PARIS - vendredi 04 janvier 2008 à 16h44

Transports: la loi sur le service minimum peine à entrer en vigueur



La loi sur le service minimum en cas de grève dans les transports, promise pour le 1er janvier, peine à entrer en vigueur. Certaines modalités d'application doivent être validées en février à la RATP, tandis qu'à la SNCF les syndicats ont rejeté les mesures concernant la déclaration individuelle 48 heures avant un conflit et la réaffectation des non grévistes.

Les décrets d'application de la loi, promulguée le 22 août 2007, devraient être publiés fin janvier, selon le gouvernement.

Une réunion sur la réaffectation des non grévistes pour les cheminots est prévue le 14 janvier au ministère des Transports. Au ministère du Travail, on soulignait vendredi que cette question fera l'objet d'un décret suite à la réunion, même en cas de désaccord avec les syndicats conformément à la loi.

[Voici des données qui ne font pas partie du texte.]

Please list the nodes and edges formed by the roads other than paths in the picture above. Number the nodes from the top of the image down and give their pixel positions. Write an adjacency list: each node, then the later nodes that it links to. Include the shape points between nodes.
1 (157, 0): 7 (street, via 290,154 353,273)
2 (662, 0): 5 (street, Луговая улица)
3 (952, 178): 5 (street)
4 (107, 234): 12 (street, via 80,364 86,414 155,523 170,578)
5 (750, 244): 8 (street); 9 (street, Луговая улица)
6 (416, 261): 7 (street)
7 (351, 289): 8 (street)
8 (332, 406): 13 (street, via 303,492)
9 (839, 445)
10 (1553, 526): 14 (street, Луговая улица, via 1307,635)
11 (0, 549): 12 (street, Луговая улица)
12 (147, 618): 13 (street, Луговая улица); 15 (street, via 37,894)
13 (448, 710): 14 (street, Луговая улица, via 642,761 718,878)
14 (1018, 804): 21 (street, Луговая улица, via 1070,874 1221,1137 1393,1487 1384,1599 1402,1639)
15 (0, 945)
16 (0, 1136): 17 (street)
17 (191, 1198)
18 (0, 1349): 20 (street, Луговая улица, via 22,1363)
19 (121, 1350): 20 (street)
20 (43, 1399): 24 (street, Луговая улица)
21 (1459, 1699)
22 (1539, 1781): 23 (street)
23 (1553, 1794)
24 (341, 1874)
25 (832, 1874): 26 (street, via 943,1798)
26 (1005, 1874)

A la RATP, le "plan de prévisibilité" comportant la déclaration individuelle avant un conflit sera "complètement validé en février 2008", selon la direction.

Autre écueil, certaines régions rechignent à définir elles-mêmes les dessertes prioritaires en cas de grève, tâche qui devrait donc revenir aux préfets en cas de blocage conformément à ce que prévoit la loi. Le ministère du Travail affirmait de son côté vendredi que la question avait été réglée dans 90% des cas.

De son côté, l'Union des transports publics (UTP, regroupant notamment les directions des réseaux de transports urbains de voyageurs en province) a réussi a conclure fin décembre un accord reprenant l'ensemble des dispositions de la loi avec quatre organisations syndicales (CFDT, CGC, CFTC, UNSA).

Lorsque la loi entrera en vigueur, les usagers ne disposeront pas pour autant d'un véritable "service minimum" comme l'avait promis Nicolas Sarkozy en cas de grève. En fait, la loi elle-même ne reprend pas ce terme, parlant simplement de "continuité du service public dans les transports terrestres réguliers de voyageurs".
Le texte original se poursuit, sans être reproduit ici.